By Eric Johnson
Courtesy [email protected]
ELIZABETH CITY – On a humid July night, with the sun setting behind the trees on the Elizabeth City State University campus, a crowd of parents and high school students gathered in front of Lane Hall.
As the group looked on, a student volunteer dumped a whole pack of Mentos into a large bottle of Diet Coke, then skittered backwards as a geyser of soda shot more than 8 feet into the air. “You are not allowed to do that at home,” said one parent, turning to her son. “Even if it is science.”
Making math and science more entertaining is a key goal of Elizabeth City State’s USMASH Summer Program, a two-week day camp for local high school students and teachers in training at ECSU.
Supported by a grant from the National Science Foundation, the camp is meant to help prepare future teachers by offering hands-on classroom experience. About half-a-dozen Elizabeth City State undergraduates take part in running the camp, allowing them to hone their skills in lesson planning, classroom management, and basic math and science.
“We need more math and science teachers, especially in this region,” said Dr. Farrah Jackson Ward, chair of ECSU’s Mathematics and Computer Science Department. “A lot of these teaching students will have jobs in the area even before they graduate.”
Dr. Ward oversees the federal grant to help encourage ECSU’s future teachers to specialize in math and science, where there is often a shortage of qualified instructors. “We’re really trying to get students who maybe haven’t thought about those subjects,” Dr.
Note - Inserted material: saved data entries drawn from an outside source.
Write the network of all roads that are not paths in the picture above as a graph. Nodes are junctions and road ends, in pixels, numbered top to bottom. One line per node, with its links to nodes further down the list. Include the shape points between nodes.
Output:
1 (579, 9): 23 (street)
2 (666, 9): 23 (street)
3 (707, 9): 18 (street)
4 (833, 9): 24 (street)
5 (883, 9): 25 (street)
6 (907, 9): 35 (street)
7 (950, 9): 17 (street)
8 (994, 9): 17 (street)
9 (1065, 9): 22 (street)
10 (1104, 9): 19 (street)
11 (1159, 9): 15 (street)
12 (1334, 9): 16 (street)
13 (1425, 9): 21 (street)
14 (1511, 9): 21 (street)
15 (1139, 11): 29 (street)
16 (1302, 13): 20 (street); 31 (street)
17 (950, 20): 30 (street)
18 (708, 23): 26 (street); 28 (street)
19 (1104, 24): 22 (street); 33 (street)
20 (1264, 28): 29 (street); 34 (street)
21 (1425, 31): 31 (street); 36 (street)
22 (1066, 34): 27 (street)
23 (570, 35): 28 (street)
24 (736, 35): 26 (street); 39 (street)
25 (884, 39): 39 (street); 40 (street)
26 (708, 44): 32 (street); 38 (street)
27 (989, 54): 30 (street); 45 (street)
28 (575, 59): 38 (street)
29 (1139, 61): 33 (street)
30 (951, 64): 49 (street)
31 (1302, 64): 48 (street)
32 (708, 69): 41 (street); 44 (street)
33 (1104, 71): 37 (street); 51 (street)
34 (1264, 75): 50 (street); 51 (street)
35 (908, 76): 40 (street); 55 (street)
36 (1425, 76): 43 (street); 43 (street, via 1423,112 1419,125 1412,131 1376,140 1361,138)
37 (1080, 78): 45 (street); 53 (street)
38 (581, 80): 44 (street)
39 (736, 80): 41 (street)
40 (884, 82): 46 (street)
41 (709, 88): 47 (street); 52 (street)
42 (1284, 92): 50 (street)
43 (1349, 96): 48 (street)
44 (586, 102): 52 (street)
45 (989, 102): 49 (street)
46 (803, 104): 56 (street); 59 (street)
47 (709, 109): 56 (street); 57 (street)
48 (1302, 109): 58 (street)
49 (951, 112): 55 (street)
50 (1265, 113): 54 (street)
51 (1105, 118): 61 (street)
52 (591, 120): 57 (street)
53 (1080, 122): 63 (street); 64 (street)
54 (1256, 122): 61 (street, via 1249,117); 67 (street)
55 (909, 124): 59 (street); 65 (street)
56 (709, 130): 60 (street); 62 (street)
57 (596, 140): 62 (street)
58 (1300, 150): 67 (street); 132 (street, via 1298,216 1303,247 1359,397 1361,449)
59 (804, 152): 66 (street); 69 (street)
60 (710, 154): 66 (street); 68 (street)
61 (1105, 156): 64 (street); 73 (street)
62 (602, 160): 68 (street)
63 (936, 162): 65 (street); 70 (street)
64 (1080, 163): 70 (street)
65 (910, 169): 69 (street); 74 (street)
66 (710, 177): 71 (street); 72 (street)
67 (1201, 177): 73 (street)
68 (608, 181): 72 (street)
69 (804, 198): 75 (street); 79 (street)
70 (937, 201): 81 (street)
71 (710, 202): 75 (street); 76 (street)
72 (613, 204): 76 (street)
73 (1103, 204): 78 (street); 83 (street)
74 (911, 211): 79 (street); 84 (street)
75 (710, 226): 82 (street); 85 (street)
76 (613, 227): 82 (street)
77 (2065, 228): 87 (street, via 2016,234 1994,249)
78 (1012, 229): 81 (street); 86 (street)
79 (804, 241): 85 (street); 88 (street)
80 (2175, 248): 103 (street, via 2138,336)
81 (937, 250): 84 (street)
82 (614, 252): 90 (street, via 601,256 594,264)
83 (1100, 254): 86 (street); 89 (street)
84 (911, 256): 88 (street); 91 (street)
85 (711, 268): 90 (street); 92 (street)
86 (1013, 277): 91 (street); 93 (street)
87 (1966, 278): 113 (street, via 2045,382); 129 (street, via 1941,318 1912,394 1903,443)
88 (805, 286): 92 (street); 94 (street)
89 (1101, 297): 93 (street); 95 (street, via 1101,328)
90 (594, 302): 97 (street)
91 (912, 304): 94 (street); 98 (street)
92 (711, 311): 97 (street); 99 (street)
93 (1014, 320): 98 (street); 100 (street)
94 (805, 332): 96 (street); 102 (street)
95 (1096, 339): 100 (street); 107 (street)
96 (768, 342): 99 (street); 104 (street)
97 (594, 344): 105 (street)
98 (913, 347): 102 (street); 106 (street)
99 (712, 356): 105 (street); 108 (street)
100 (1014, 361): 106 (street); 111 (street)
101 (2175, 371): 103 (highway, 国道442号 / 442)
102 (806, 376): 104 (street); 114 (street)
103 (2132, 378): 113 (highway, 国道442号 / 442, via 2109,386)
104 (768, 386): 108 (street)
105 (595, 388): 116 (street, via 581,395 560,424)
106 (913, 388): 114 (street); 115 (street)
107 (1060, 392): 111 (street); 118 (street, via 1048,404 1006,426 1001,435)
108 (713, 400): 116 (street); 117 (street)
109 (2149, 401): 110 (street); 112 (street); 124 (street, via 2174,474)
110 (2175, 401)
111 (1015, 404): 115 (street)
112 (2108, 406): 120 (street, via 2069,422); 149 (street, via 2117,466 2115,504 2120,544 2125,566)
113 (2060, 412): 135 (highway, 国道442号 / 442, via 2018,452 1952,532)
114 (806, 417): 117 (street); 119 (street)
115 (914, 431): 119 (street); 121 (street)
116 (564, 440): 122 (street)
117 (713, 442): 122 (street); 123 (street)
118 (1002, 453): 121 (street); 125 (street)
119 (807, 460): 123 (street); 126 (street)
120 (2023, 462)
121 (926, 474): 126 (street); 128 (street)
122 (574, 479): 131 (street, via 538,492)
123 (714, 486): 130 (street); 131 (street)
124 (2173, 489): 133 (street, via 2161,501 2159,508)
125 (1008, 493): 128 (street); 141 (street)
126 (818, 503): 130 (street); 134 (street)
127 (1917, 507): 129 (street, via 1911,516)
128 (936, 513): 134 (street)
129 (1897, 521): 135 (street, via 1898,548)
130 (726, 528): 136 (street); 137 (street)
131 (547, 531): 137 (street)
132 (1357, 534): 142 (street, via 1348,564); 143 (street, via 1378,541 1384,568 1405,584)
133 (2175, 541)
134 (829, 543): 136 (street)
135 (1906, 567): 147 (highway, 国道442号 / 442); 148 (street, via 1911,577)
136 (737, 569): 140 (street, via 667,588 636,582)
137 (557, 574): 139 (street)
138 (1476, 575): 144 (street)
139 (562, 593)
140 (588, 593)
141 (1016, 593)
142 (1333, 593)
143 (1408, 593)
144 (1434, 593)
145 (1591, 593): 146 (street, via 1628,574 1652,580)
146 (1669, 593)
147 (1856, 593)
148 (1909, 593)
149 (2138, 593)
Ward said. “The goal is to get them real classroom experience during the summer, and because they have this experience, they’re apt to try more project-based learning in their own classrooms later on.”
The ECSU student-teachers spend weeks researching hands-on projects for the summer camp, creating detailed lesson plans to keep young minds focused on challenging subjects. This year, the high school students learned card games to study statistics and probability, built a racetrack to calculate average speeds, and used basic cooking ingredients to make silly putty.
And, of course, they set off Diet Coke geysers. The Mentos dumped into the Diet Coke create a rush of new carbon dioxide bubbles, pushing the soda up and out the neck of the bottle. It’s a very simple, very memorable demonstration.
“Every year, they challenge us to become more creative and come up with new activities for the kids,” said Kenya Robinson, a 2014 ECSU graduate now teaching mathematics at Currituck High School. She participated in the USMASH program for several years as an undergraduate and returned this summer to mentor new teachers.
“It’s a lot of work, but seeing everything the kids get to do makes it all worth it.”
Campers not only conduct science experiments, but also research college majors and think about their long-term career goals. As part of their final presentations to parents, each student has to recap what they’ve learned and what they hope to do in the years ahead. Instilling the kind of ambition is a major goal of the camp.
“When they come here, we really try to change their minds about math and science, about their ability to do it and be successful,” said Robinson, the teacher from Currituck High.
And if nothing else, it keeps students engaged through the long stretch of summer vacation.
“This camp allowed me to not waste my summer,” said Mykal Polite, a rising freshman at Northeastern High School in Elizabeth City. “To actually use my brain.”